Our findings provide a novel approach of applying a supervised machine learning model on free-ranging animals, which has previously been predominantly constrained to direct observations of behaviours and not predicted from an unseen dataset. Additionally, our findings identify typically ambiguous spawning and courtship behaviours of a large pelagic fish as they naturally occur.
三轴加速度计已被用于远程描述和识别一系列动物的原位行为,而无需直接观察。从这些加速度计收集的数据集(即加速度、身体位置)通常很大,需要开发半自动分析来对行为进行分类。海洋鱼类表现出许多具有高振幅加速度的“爆发”行为,难以解释和区分。这限制了准确的自动化技术的发展,以识别自然发生的不同“爆发”行为,而在这些情况下无法进行直接观察。

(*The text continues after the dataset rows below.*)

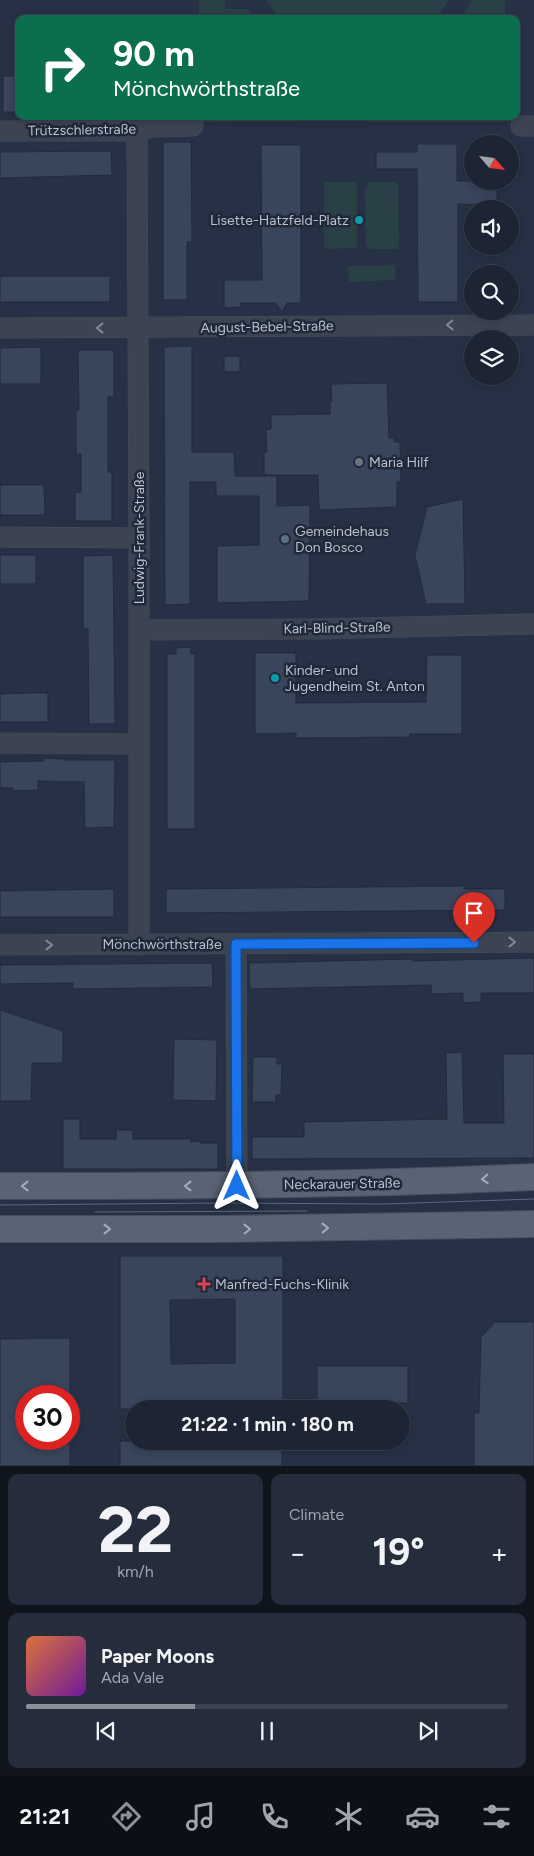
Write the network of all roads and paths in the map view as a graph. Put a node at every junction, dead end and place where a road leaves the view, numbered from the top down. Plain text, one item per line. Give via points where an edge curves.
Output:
1 (193, 126) dead end
2 (0, 131) edge
3 (137, 132) junction
4 (534, 325) edge
5 (0, 328) edge
6 (138, 328) junction
7 (0, 537) edge
8 (139, 538) junction
9 (534, 624) edge
10 (139, 630) junction
11 (0, 743) edge
12 (139, 744) junction
13 (534, 942) edge
14 (236, 944) junction
15 (0, 945) edge
16 (139, 945) junction
17 (534, 1177) edge
18 (0, 1186) edge
19 (237, 1186) junction
20 (534, 1224) edge
21 (0, 1229) edge

1 - 3 street, Trützschlerstraße via 152,127
2 - 3 street, Trützschlerstraße
3 - 6 street, Ludwig-Frank-Straße
4 -> 6 street, August-Bebel-Straße
6 -> 5 street, August-Bebel-Straße
6 - 8 street, Ludwig-Frank-Straße
7 - 8 street
8 - 10 street, Ludwig-Frank-Straße
9 - 10 street, Karl-Blind-Straße
10 - 12 street, Ludwig-Frank-Straße
11 - 12 street
12 - 16 street, Ludwig-Frank-Straße
14 -> 13 street, Mönchwörthstraße
14 - 16 street, Mönchwörthstraße
14 - 19 street
15 -> 16 street, Mönchwörthstraße
17 -> 19 main road, Neckarauer Straße
19 -> 18 main road, Neckarauer Straße
21 -> 20 main road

我们基于六只圈养黄尾鰤在产卵期的624小时加速度计数据训练了一种随机森林机器学习算法。我们识别出五种不同的行为(游泳、进食、摩擦、逃避和求偶),并基于58个预测变量使用这些行为来训练模型。
模型的总体准确率为94%。每个行为类别的分类各不相同;F分数范围从0.48(摩擦)到0.99(游泳)。该模型随后被应用于八只自由游动的鰤鱼的加速度计数据,模型预测了圈养鱼所描述的所有行为类别都会出现,包括19次持续时间从3秒到108分钟的求偶行为。
我们的研究结果提供了一种将监督机器学习模型应用于自由放养动物的新方法,此前这种方法主要局限于对行为的直接观察,而不是从未见过的数据集进行预测。此外,我们的研究结果识别出了一种大型中上层鱼类自然发生的通常模糊的产卵和求偶行为。